**EXERCISE DETAILS:** What is printed must match, line for line, the records from their first line through the line containing "pinky tip: (394, 372)", with pictures left out.

**STORED DATA:**

<<<<

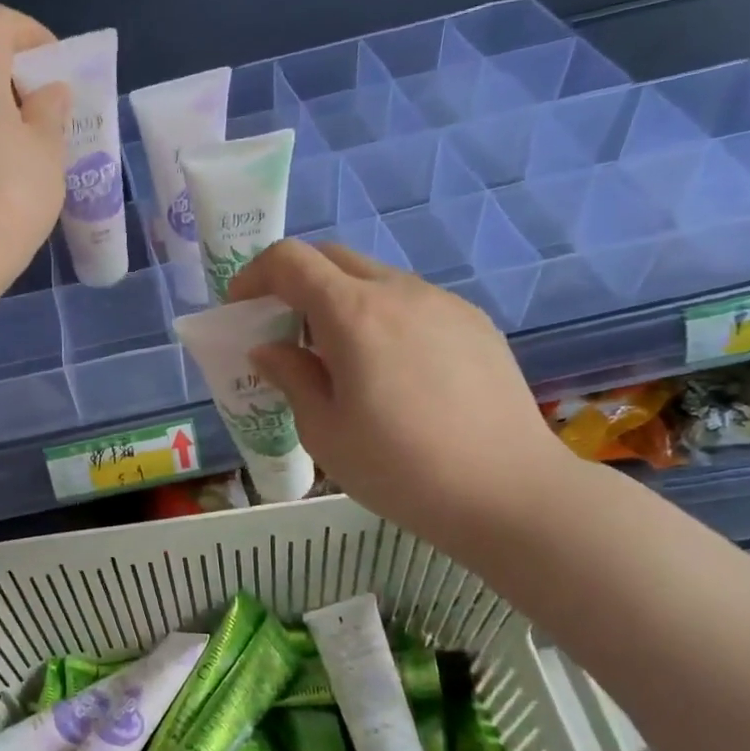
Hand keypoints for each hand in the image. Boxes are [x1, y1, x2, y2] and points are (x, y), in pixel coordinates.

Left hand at [0, 3, 71, 283]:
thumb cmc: (14, 192)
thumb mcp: (47, 148)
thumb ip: (50, 109)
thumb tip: (46, 94)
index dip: (32, 34)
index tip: (57, 71)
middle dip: (25, 82)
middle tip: (56, 116)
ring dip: (9, 117)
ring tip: (41, 153)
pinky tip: (15, 179)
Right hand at [228, 240, 579, 551]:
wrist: (508, 492)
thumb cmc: (400, 468)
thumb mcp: (324, 431)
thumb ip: (291, 377)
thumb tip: (269, 349)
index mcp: (353, 314)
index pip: (290, 260)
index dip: (255, 274)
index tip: (241, 309)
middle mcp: (399, 292)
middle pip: (333, 258)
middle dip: (296, 282)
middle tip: (285, 331)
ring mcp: (443, 303)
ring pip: (376, 279)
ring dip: (342, 301)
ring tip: (341, 359)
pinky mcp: (474, 323)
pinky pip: (414, 303)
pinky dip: (384, 317)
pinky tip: (394, 372)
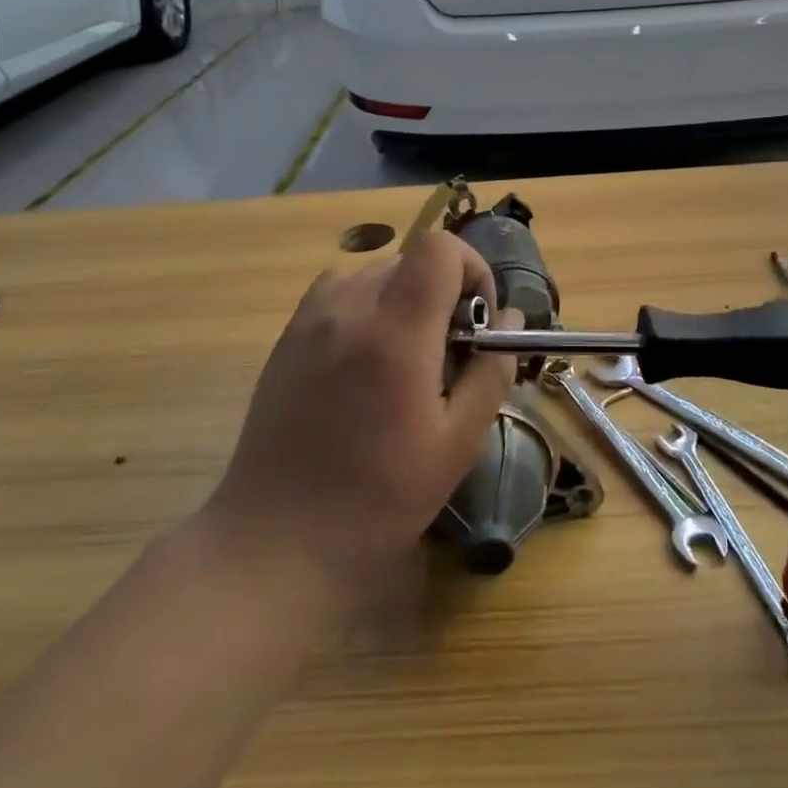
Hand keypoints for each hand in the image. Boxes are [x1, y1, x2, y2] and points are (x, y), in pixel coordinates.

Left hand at [208, 230, 518, 598]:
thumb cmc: (379, 499)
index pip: (438, 247)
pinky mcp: (286, 338)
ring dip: (403, 296)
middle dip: (442, 289)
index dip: (471, 268)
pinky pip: (337, 292)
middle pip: (409, 258)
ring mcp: (309, 321)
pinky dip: (365, 305)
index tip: (477, 319)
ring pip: (373, 271)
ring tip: (406, 354)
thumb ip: (491, 372)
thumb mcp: (457, 444)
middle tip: (448, 349)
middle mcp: (348, 310)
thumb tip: (510, 320)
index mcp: (395, 334)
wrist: (278, 540)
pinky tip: (365, 359)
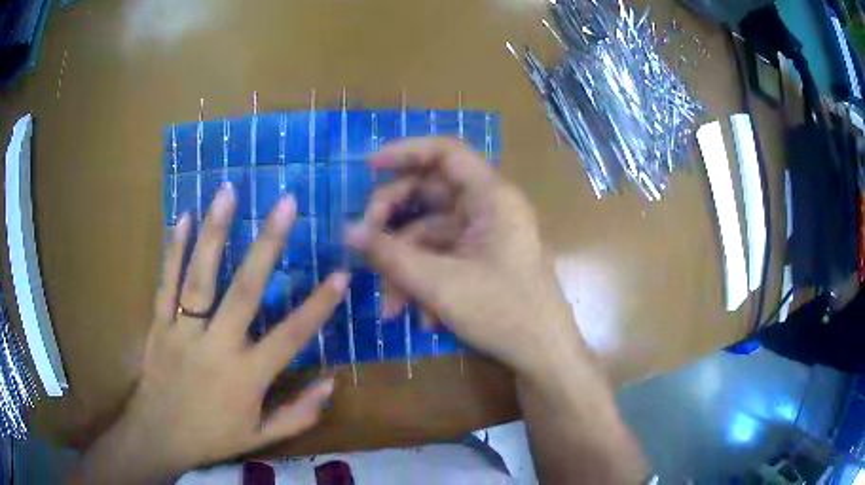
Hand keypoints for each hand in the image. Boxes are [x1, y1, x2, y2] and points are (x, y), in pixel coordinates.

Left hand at [71, 185, 348, 483]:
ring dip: (214, 232)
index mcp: (247, 376)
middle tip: (286, 204)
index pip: (290, 336)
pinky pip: (165, 283)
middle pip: (244, 291)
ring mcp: (183, 331)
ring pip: (200, 278)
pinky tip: (183, 217)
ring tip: (228, 192)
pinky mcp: (158, 324)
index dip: (319, 306)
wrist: (159, 436)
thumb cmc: (213, 437)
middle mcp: (217, 346)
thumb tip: (332, 382)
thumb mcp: (262, 437)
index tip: (341, 274)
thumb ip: (299, 414)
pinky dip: (173, 250)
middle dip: (267, 245)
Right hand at [345, 137, 585, 378]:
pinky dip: (423, 282)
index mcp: (491, 196)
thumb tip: (347, 231)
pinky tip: (421, 318)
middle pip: (428, 195)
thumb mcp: (440, 284)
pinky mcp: (479, 260)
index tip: (368, 168)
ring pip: (428, 234)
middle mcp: (487, 208)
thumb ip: (390, 255)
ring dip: (404, 268)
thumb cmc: (504, 313)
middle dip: (391, 225)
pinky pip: (441, 258)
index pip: (446, 152)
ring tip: (391, 309)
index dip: (405, 151)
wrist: (543, 354)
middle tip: (363, 249)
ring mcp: (483, 235)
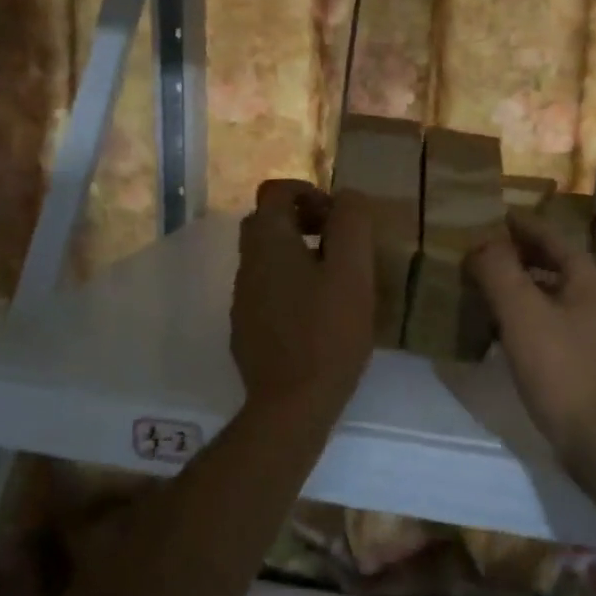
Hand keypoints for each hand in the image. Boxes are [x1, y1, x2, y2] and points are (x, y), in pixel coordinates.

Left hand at [231, 179, 376, 417]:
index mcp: (268, 243)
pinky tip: (318, 313)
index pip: (275, 192)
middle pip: (267, 222)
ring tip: (335, 279)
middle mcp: (247, 264)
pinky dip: (291, 284)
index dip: (308, 192)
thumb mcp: (352, 271)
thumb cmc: (328, 332)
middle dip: (304, 220)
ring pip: (267, 257)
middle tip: (339, 243)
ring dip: (298, 253)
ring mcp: (243, 298)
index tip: (338, 217)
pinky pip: (267, 289)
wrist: (292, 403)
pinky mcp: (246, 328)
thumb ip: (351, 224)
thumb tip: (347, 198)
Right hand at [466, 210, 595, 465]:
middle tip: (477, 250)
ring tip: (481, 285)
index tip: (490, 215)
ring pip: (549, 294)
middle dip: (515, 255)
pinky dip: (524, 316)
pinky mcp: (584, 358)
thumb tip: (481, 242)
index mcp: (589, 278)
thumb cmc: (561, 368)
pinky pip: (549, 322)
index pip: (550, 237)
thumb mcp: (523, 313)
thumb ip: (500, 270)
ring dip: (517, 286)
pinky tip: (498, 328)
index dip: (519, 225)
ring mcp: (594, 330)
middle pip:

>>>>

**ANSWER TO THIS TASK:**
Hand keypoints for each hand in the image. Boxes are [x1, y1, x2, y2] and points are (x, y), in pixel coordinates.

Left hand at [0, 3, 71, 283]:
thumb cmc: (14, 192)
thumb mcp: (47, 148)
thumb ip: (50, 109)
thumb tip: (46, 94)
index dip: (32, 34)
index tip: (57, 71)
middle dip: (25, 82)
middle tip: (56, 116)
ring dip: (9, 117)
ring tip: (41, 153)
pinky tip: (15, 179)
Right hand at [228, 240, 579, 551]:
wrist: (508, 492)
thumb cmc: (400, 468)
thumb mcp: (324, 431)
thumb ip: (291, 377)
thumb tip: (269, 349)
index mcp: (353, 314)
index pip: (290, 260)
index dip: (255, 274)
index tip: (241, 309)
middle mcp: (399, 292)
middle pip: (333, 258)
middle dip: (296, 282)
middle tip: (285, 331)
ring mcp: (443, 303)
ring pip: (376, 279)
ring dip: (342, 301)
ring tip: (341, 359)
pinky mcp: (474, 323)
pinky pip: (414, 303)
pinky dip: (384, 317)
pinky tip: (394, 372)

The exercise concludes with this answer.